Gedichtet hat das Lied ein Geistlicher aus Trier Ende des 16. Jahrhunderts. Eine Prophezeihung des Jesaja diente ihm als Inspiration für dieses Rätsellied. Bei Jesaja heißt es: "Doch aus dem Baumstumpf Isais wächst ein Reis hervor, ein junger Trieb aus seinen Wurzeln bringt Frucht. Der Geist des Herrn lässt sich nieder auf ihn". Aus dem Reis machte der Dichter eine Rose, Isai wurde eingedeutscht zu Jesse und aus der Frucht wurde ein Blümlein. Und das mit dem kalten Winter und der Nacht, das ist dichterische Freiheit.
Wurzel oder Blume?
Soweit also das Rätsel: Wer ist die Wurzel, wer die Rose und wer ist die Blume?

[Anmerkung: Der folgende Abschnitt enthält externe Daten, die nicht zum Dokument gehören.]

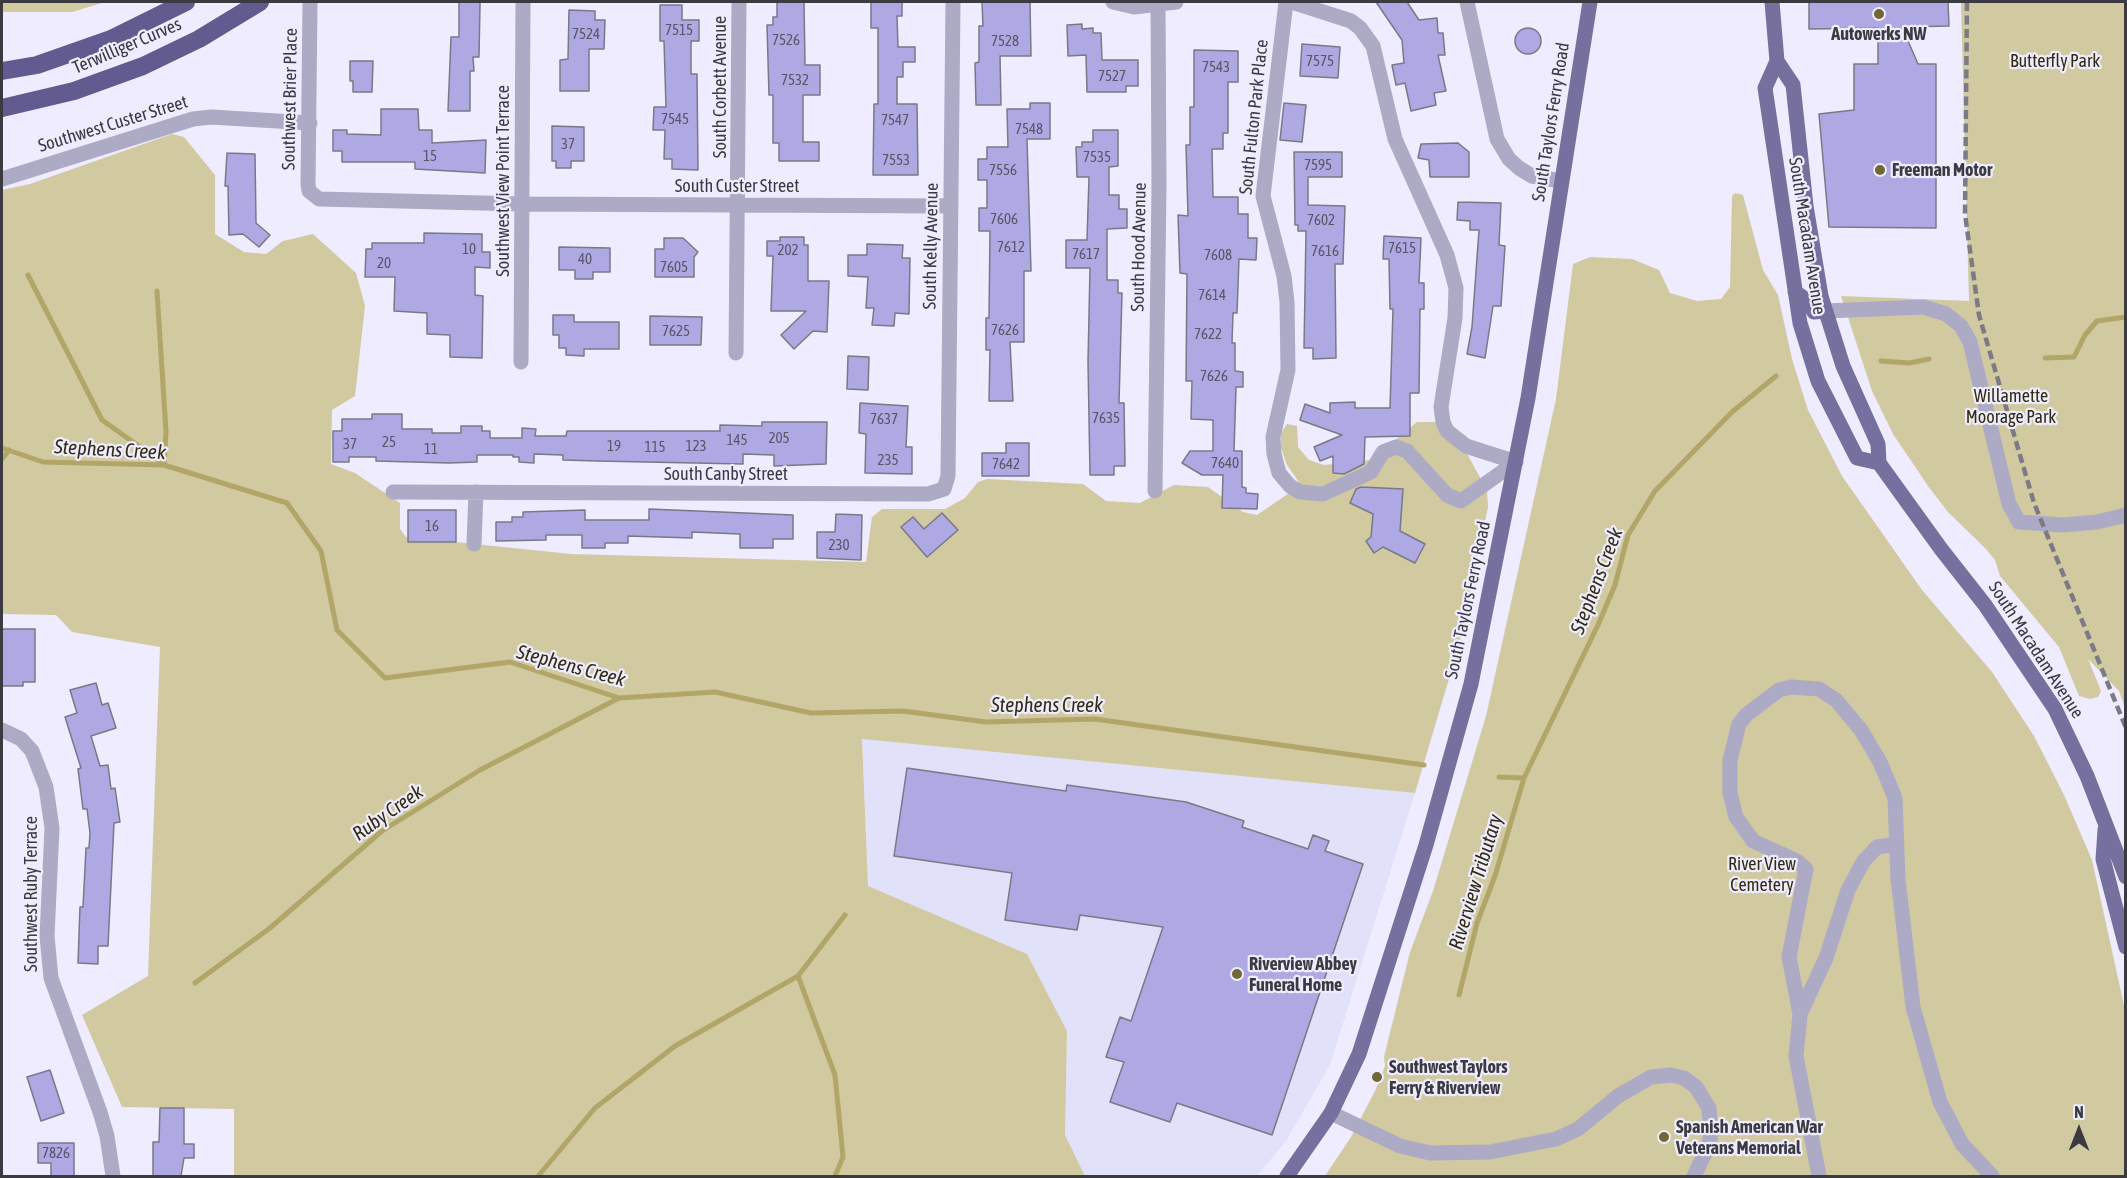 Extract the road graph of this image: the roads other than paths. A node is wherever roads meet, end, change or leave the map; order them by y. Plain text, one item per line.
1 (186, 2) edge
2 (260, 2) edge
3 (310, 2) edge
4 (523, 2) edge
5 (740, 2) edge
6 (953, 2) edge
7 (1113, 2) edge
8 (1176, 2) edge
9 (1286, 2) edge
10 (1292, 2) edge
11 (1467, 2) edge
12 (1772, 2) edge
13 (1158, 4) junction
14 (1588, 4) edge
15 (1777, 61) junction
16 (2, 71) edge
17 (2, 108) edge
18 (309, 123) junction
19 (2, 179) edge
20 (1561, 181) junction
21 (522, 204) junction
22 (739, 205) junction
23 (951, 206) junction
24 (1795, 291) junction
25 (1825, 311) junction
26 (736, 353) dead end
27 (521, 362) dead end
28 (1516, 462) junction
29 (1880, 463) junction
30 (944, 489) joint
31 (1155, 491) dead end
32 (393, 492) dead end
33 (476, 492) junction
34 (2126, 515) edge
35 (474, 544) dead end
36 (2, 730) edge
37 (2106, 824) junction
38 (1897, 844) junction
39 (2126, 877) edge
40 (2126, 947) edge
41 (1800, 1014) junction
42 (1331, 1113) junction
43 (113, 1176) edge
44 (1287, 1176) edge
45 (1694, 1176) edge
46 (1819, 1176) edge
47 (1992, 1176) edge

1 - 16 highway, Terwilliger Curves
2 - 17 highway, Terwilliger Curves
3 - 18 street, Southwest Brier Place
4 - 21 street, Southwest View Point Terrace
5 - 22 street, South Corbett Avenue
6 - 23 street, South Kelly Avenue
7 - 13 street
8 - 13 street
9 - 28 street, South Fulton Park Place
10 - 28 street
11 - 20 street
12 - 15 main road, South Macadam Avenue
13 - 31 street, South Hood Avenue
14 - 20 main road, South Taylors Ferry Road
15 - 24 main road, South Macadam Avenue
15 - 25 main road, South Macadam Avenue
18 - 19 street, Southwest Custer Street
18 - 21 street, Southwest Brier Place
20 - 28 main road, South Taylors Ferry Road
21 - 22 street, South Custer Street
21 - 27 street, Southwest View Point Terrace
22 - 23 street, South Custer Street
22 - 26 street, South Corbett Avenue
23 - 30 street, South Kelly Avenue
24 - 25 main road
24 - 29 main road, South Macadam Avenue
25 - 29 main road, South Macadam Avenue
25 - 34 street
28 - 42 main road, South Taylors Ferry Road
29 - 37 main road, South Macadam Avenue
30 - 33 street, South Canby Street
32 - 33 street, South Canby Street
33 - 35 street
36 - 43 street, Southwest Ruby Terrace
37 - 39 main road, South Macadam Avenue
37 - 40 main road
38 - 41 street
38 - 41 street
38 - 47 street
41 - 46 street
42 - 44 main road, South Taylors Ferry Road
42 - 45 street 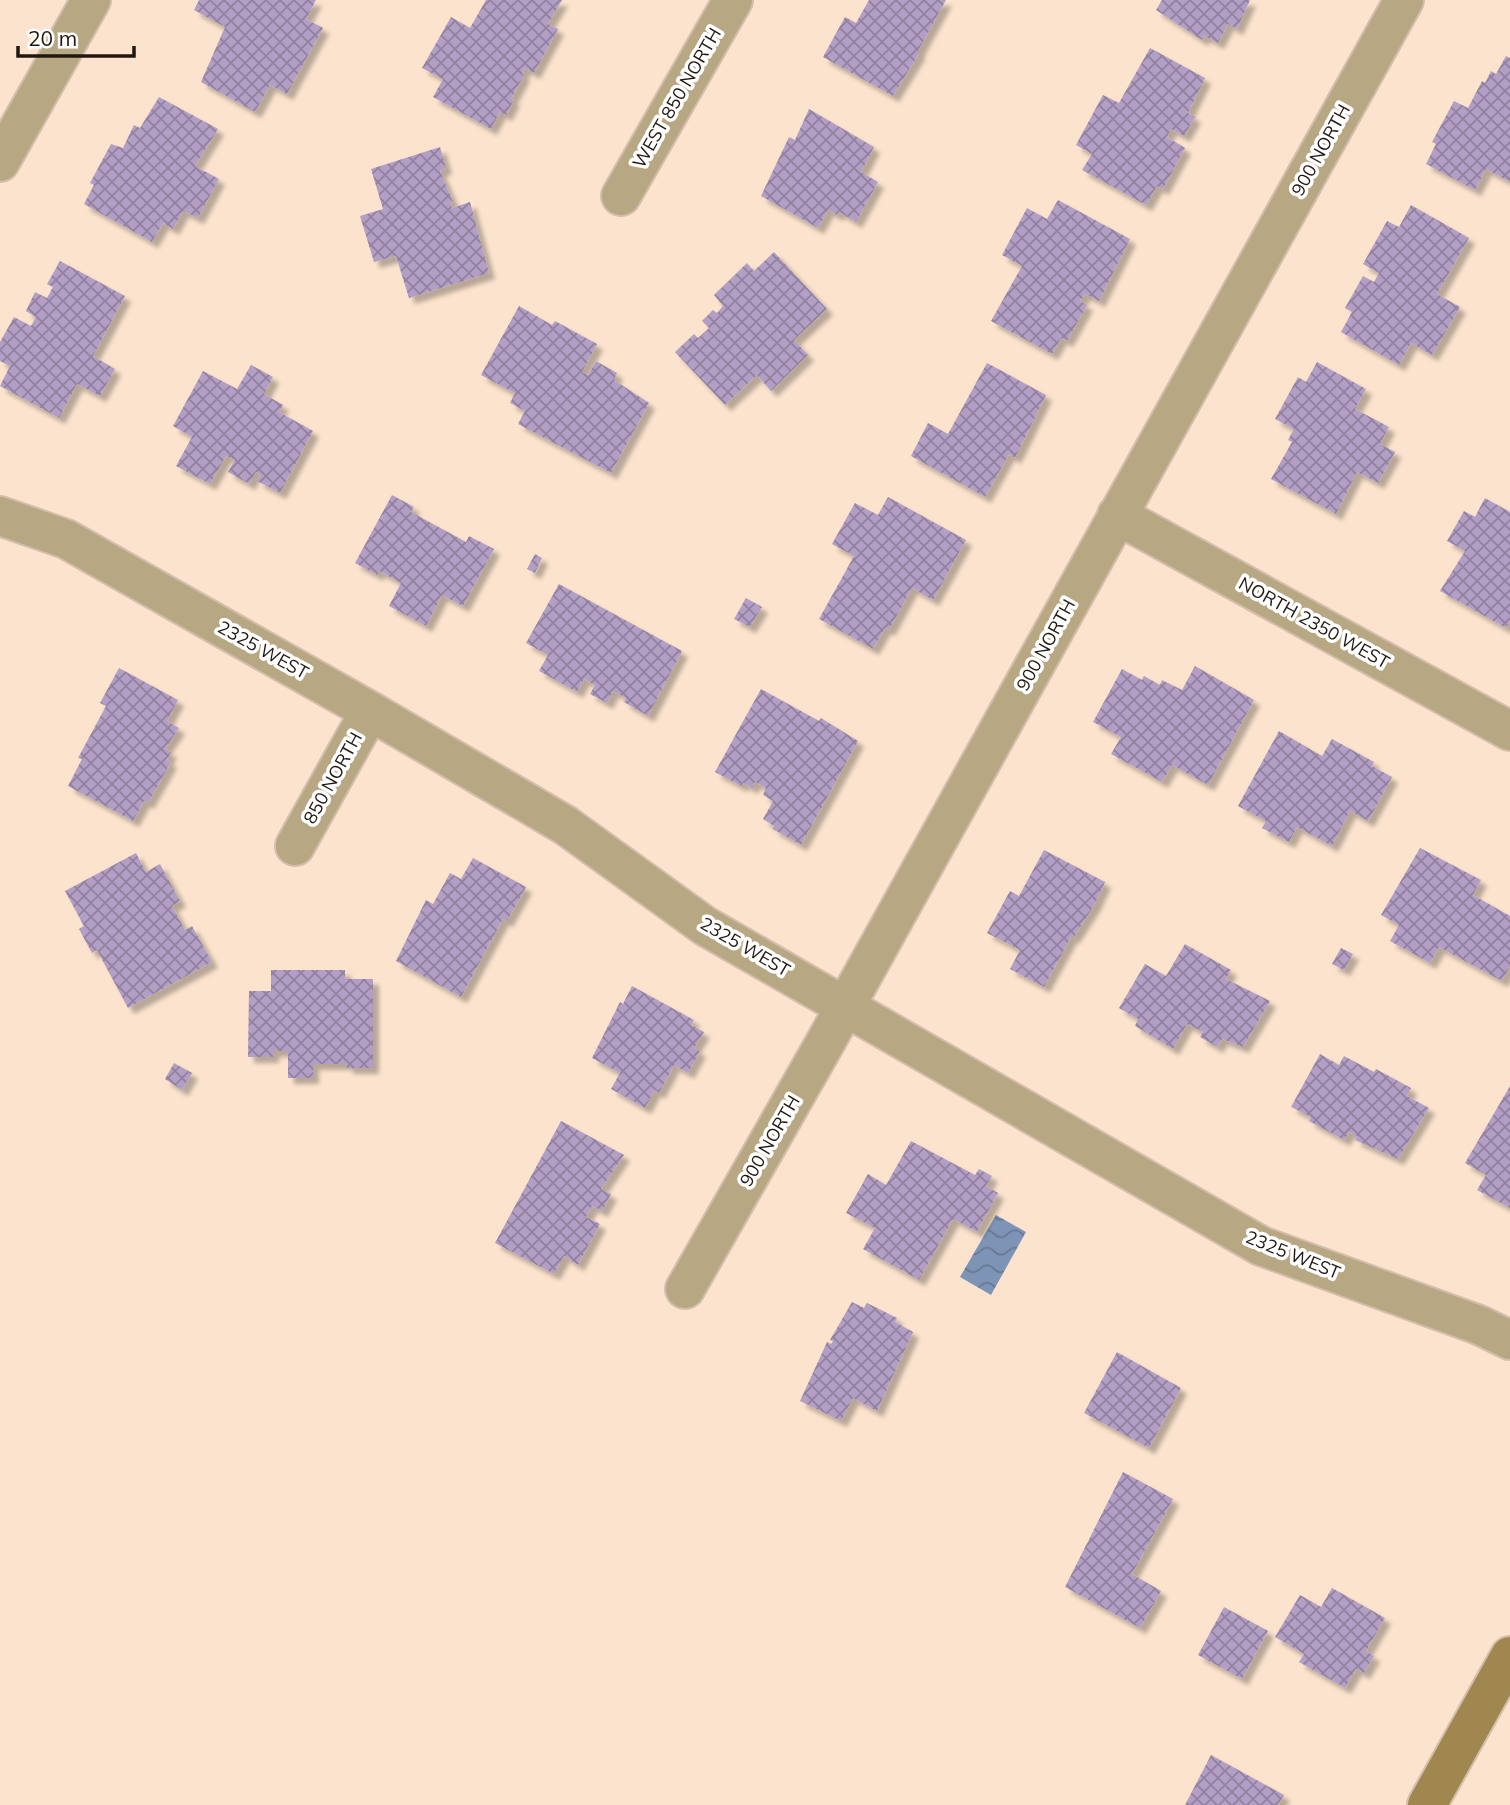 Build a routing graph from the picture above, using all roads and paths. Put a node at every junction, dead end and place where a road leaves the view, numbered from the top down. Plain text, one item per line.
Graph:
1 (91, 0) edge
2 (733, 0) edge
3 (1405, 0) edge
4 (0, 162) edge
5 (621, 195) dead end
6 (1117, 515) junction
7 (0, 516) edge
8 (370, 711) junction
9 (1510, 731) edge
10 (295, 846) dead end
11 (846, 1005) junction
12 (685, 1289) dead end
13 (1510, 1340) edge
14 (1510, 1656) edge
15 (1427, 1805) edge

1 - 4 street
2 - 5 street, WEST 850 NORTH
3 - 6 street, 900 NORTH
6 - 9 street, NORTH 2350 WEST
6 - 11 street, 900 NORTH
7 - 8 street, 2325 WEST
8 - 10 street, 850 NORTH
8 - 11 street, 2325 WEST
11 - 12 street, 900 NORTH
11 - 13 street, 2325 WEST
14 - 15 main road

Der Dichter lieferte die Auflösung gleich mit – in der zweiten Strophe. Also, alles klar: die Wurzel, das ist der Stammvater Israels, Jesse – der Vater Davids. Das Reis oder die Rose, das ist Maria. Ein wunderbares Wortspiel für einen lateinisch denkenden Mönch, denn lateinisch virga heißt Reis (oder Sproß) und virgo heißt Jungfrau. Und das Blümlein, das Maria hervorgebracht hat, das ist natürlich Jesus. Um das Wunder dieser Geburt zu betonen, hat der unbekannte Dichter hinzugefügt: Aus Gottes ew'gem Rat, hat sie ein Kind geboren und blieb doch reine Magd.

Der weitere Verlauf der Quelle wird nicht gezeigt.